## Task to carry out:
Say how many lines below contain the word "roads". The number is the entire reply.

┌──

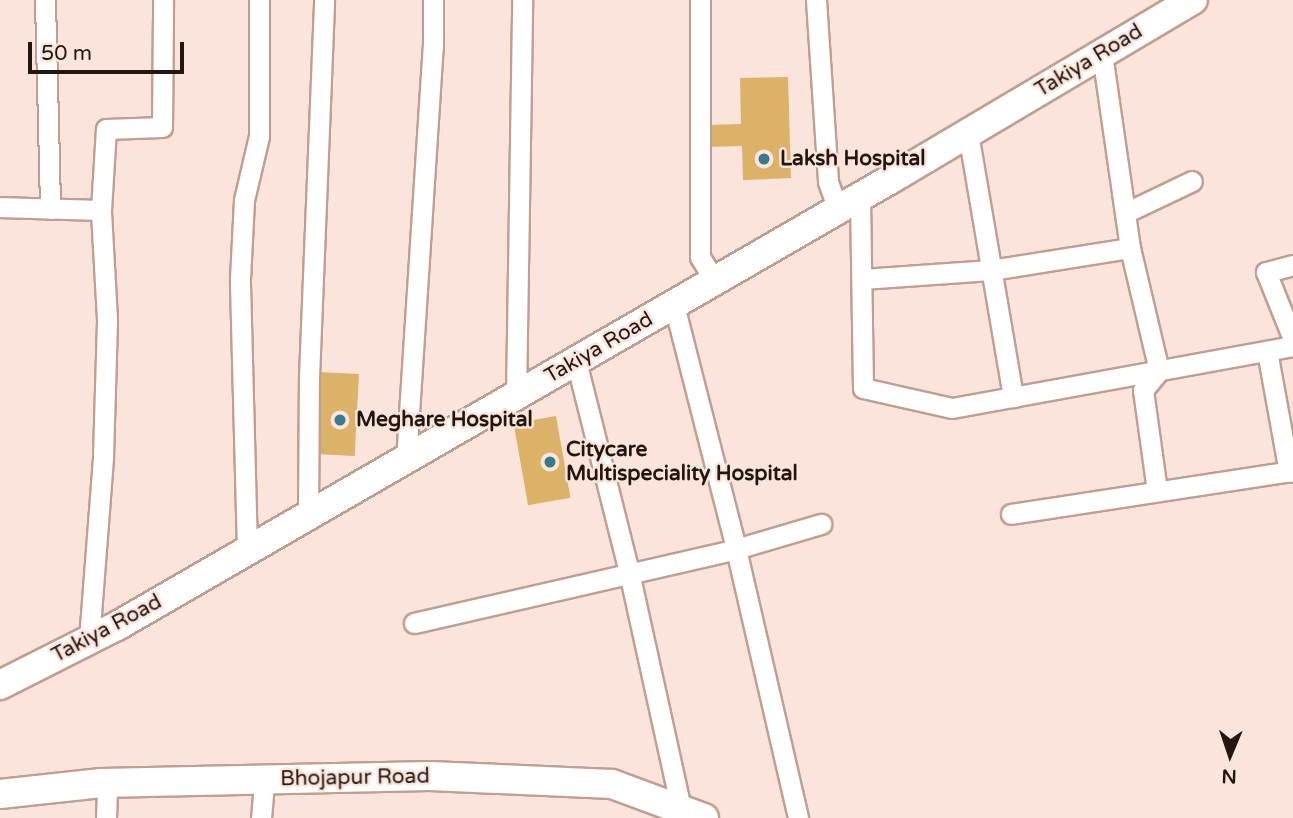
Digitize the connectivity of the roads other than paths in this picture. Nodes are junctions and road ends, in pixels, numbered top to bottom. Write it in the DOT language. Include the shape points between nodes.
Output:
graph roads {
  1 [pos="45,0"];
  2 [pos="163,0"];
  3 [pos="258,0"];
  4 [pos="324,0"];
  5 [pos="433,0"];
  6 [pos="522,0"];
  7 [pos="700,0"];
  8 [pos="817,0"];
  9 [pos="1193,0"];
  10 [pos="1102,54"];
  11 [pos="968,133"];
  12 [pos="1192,181"];
  13 [pos="849,203"];
  14 [pos="0,207"];
  15 [pos="50,209"];
  16 [pos="102,210"];
  17 [pos="1125,213"];
  18 [pos="1130,248"];
  19 [pos="1293,265"];
  20 [pos="991,270"];
  21 [pos="862,279"];
  22 [pos="715,281"];
  23 [pos="674,305"];
  24 [pos="1293,339"];
  25 [pos="1293,346"];
  26 [pos="1267,351"];
  27 [pos="576,361"];
  28 [pos="1158,371"];
  29 [pos="516,396"];
  30 [pos="1013,397"];
  31 [pos="406,460"];
  32 [pos="1291,472"];
  33 [pos="1157,491"];
  34 [pos="1012,514"];
  35 [pos="308,516"];
  36 [pos="821,524"];
  37 [pos="736,549"];
  38 [pos="247,551"];
  39 [pos="629,572"];
  40 [pos="414,624"];
  41 [pos="89,640"];
  42 [pos="0,685"];
  43 [pos="264,780"];
  44 [pos="107,783"];
  45 [pos="0,794"];
  46 [pos="692,814"];
  47 [pos="106,818"];
  48 [pos="261,818"];
  49 [pos="798,818"];
  1 -- 15 [label="street"];
  2 -- 16 [label="street" via="162,127 106,129"];
  3 -- 38 [label="street" via="259,136 244,200 240,279"];
  4 -- 35 [label="street"];
  5 -- 31 [label="street"];
  6 -- 29 [label="street"];
  7 -- 22 [label="street" via="700,257"];
  8 -- 13 [label="street" via="828,182"];
  9 -- 10 [label="main road, Takiya Road"];
  10 -- 11 [label="main road, Takiya Road"];
  10 -- 17 [label="street"];
  11 -- 13 [label="main road, Takiya Road"];
  11 -- 20 [label="street"];
  12 -- 17 [label="street"];
  13 -- 21 [label="street"];
  13 -- 22 [label="main road, Takiya Road"];
  14 -- 15 [label="street"];
  15 -- 16 [label="street"];
  16 -- 41 [label="street" via="107,319 103,456"];
  17 -- 18 [label="street"];
  18 -- 20 [label="street"];
  18 -- 28 [label="street"];
  19 -- 24 [label="street" via="1266,272"];
  20 -- 21 [label="street"];
  20 -- 30 [label="street"];
  21 -- 30 [label="street" via="863,388 953,408"];
  22 -- 23 [label="main road, Takiya Road"];
  23 -- 27 [label="main road, Takiya Road"];
  23 -- 37 [label="street"];
  25 -- 26 [label="street"];
  26 -- 28 [label="street"];
  26 -- 32 [label="street"];
  27 -- 29 [label="main road, Takiya Road"];
  27 -- 39 [label="street"];
  28 -- 30 [label="street"];
  28 -- 33 [label="street" via="1143,390"];
  29 -- 31 [label="main road, Takiya Road"];
  31 -- 35 [label="main road, Takiya Road"];
  32 -- 33 [label="street"];
  33 -- 34 [label="street"];
  35 -- 38 [label="main road, Takiya Road"];
  36 -- 37 [label="street"];
  37 -- 39 [label="street"];
  37 -- 49 [label="street"];
  38 -- 41 [label="main road, Takiya Road"];
  39 -- 40 [label="street"];
  39 -- 46 [label="street"];
  41 -- 42 [label="main road, Takiya Road"];
  43 -- 44 [label="main road, Bhojapur Road"];
  43 -- 46 [label="main road, Bhojapur Road" via="430,776 612,784"];
  43 -- 48 [label="street"];
  44 -- 45 [label="main road, Bhojapur Road"];
  44 -- 47 [label="street"];
}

└──

## Reply to the exercise:
2